Redemption, Little's Homestyle Laundromat
30 years ago, you'd put 6 quarters in the slots,
push in the silver lever and out would spit
a clear plastic ticket to place on the washer's tongue
a wafer cut from the body of a plastic Christ
to make it run, no clanging coins
like what you'd drop for Dig-Dug,
but some space-age advances didn't last.
We're back to scrounging for quarters,
and the change machine is particular about its diet.
Changer will not accept the five dollar bill
with a purple colored 5 on the back
but it will accept fives without the color.

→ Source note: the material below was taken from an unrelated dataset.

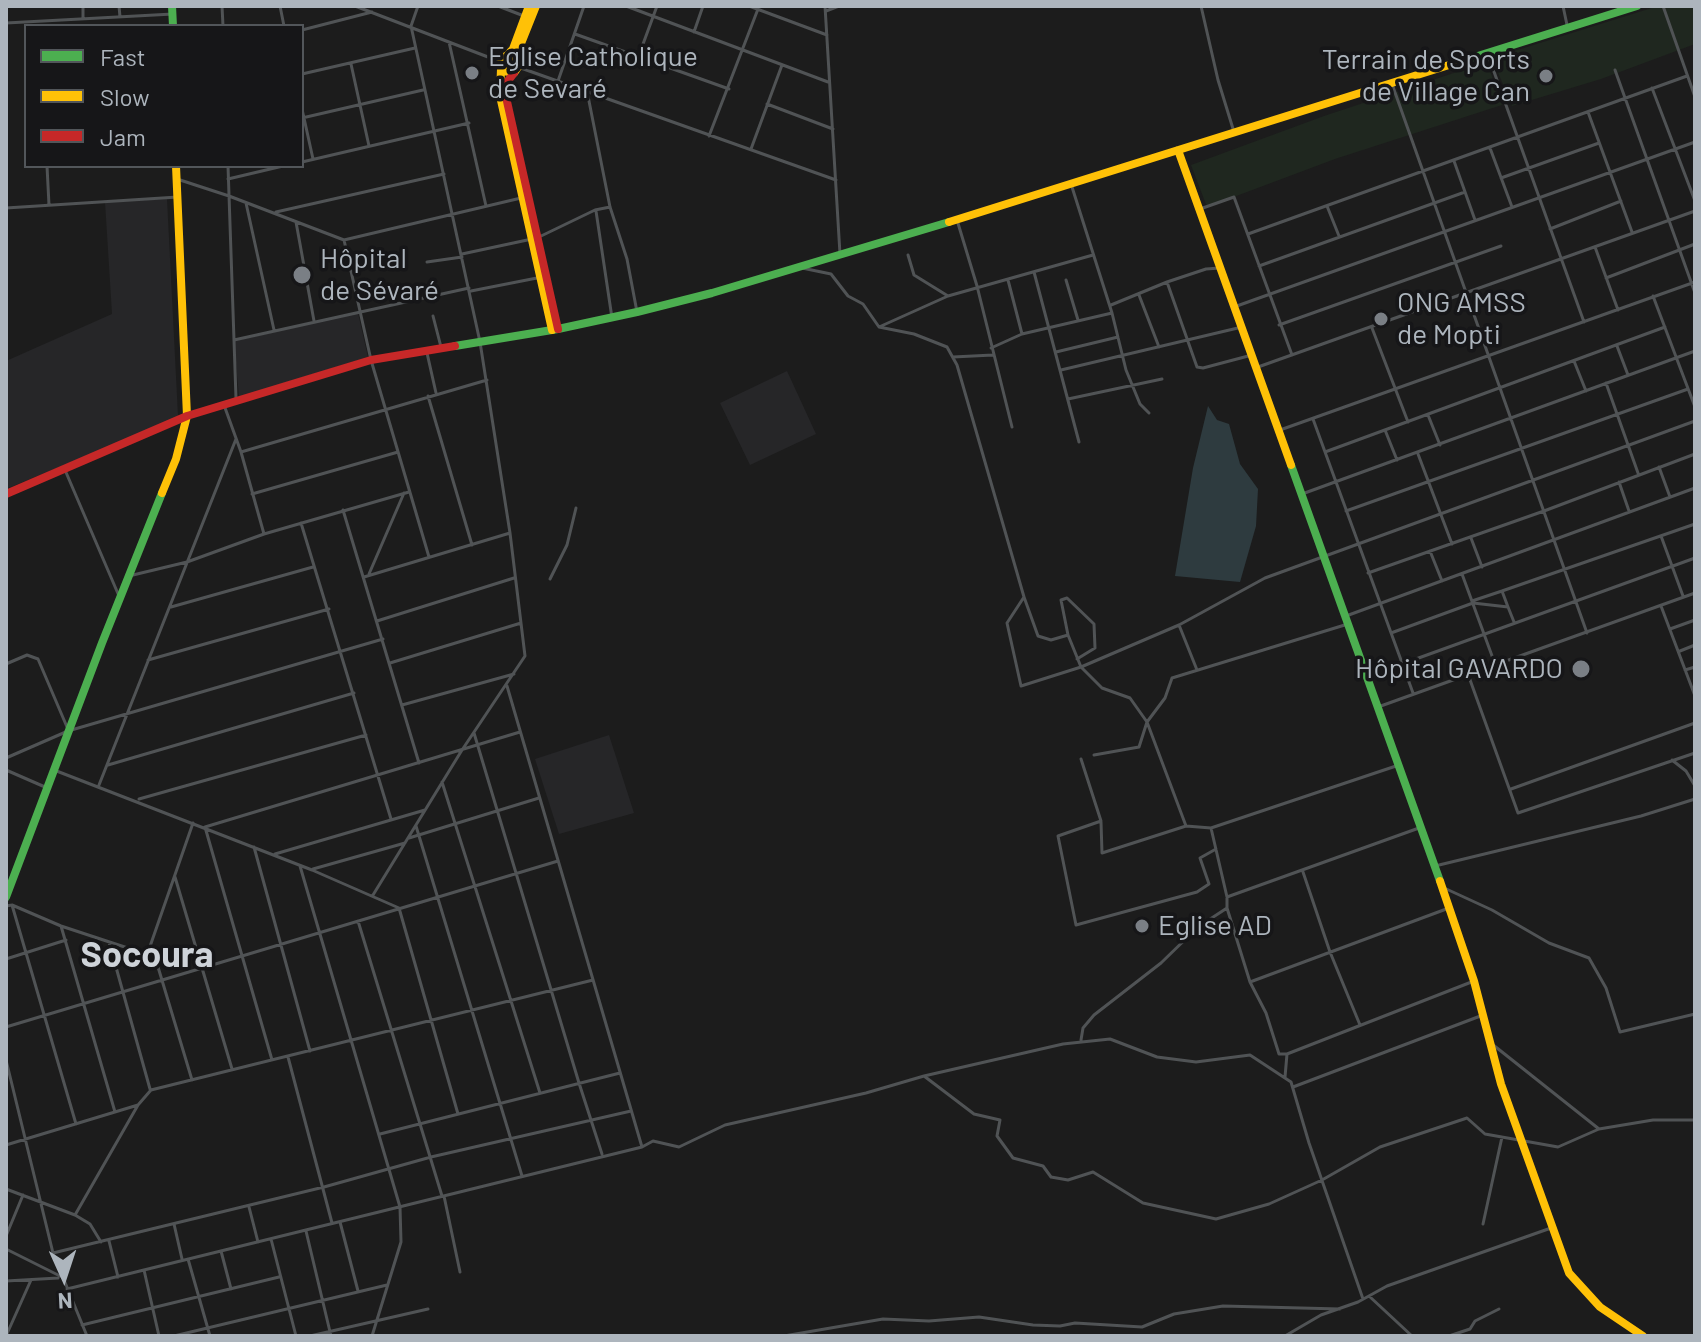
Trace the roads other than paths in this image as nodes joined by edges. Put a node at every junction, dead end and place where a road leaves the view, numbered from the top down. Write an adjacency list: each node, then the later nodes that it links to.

Just admit it doesn't accept fives,
the old one is about as out of circulation
as a spinster aunt watching Matlock.
The floor leers up with missing teeth,
a hillbilly's stereotypical gaping yap
dotted with rat-sized chunks of lint,
gray with bits of vermilion chitlins poking out,
framed by walls and folding tables several shades of green
and spots on the wall unfinished by paint or particle board,
the unmanned management office and TV never on,
flat-screen attached to a cable box
and rabbit ears perched on a shelf
above a row of dryers, near a sign:
Do not touch the TV or the cable box.
A half-dozen missing machines expose
dusty tuber wires and a hole big enough
for a small child to fall into and be devoured
by Jim Crow dust: Old times there are not forgotten,
just particle-boarded over as ceiling fans
sashay across stained drop ceilings,
gravity only knows why it hasn't all collapsed.
Cash-flow, washer-on-the-fritz victims trudge in
among overstarched folks with fluffy comforters
Sunday morning, vying for the largest washer in back,
glass-eyed, hemmed in for hours by humming, barred windows.
Pot-bellies of shorts, socks, shirts, pants,
sheepish about their light filth, sweat, slopped ketchup,
arteriosclerosis - every impurity the commercials say to avoid.
Clothes spasm in large picture windows
to a state one could mistake for clean.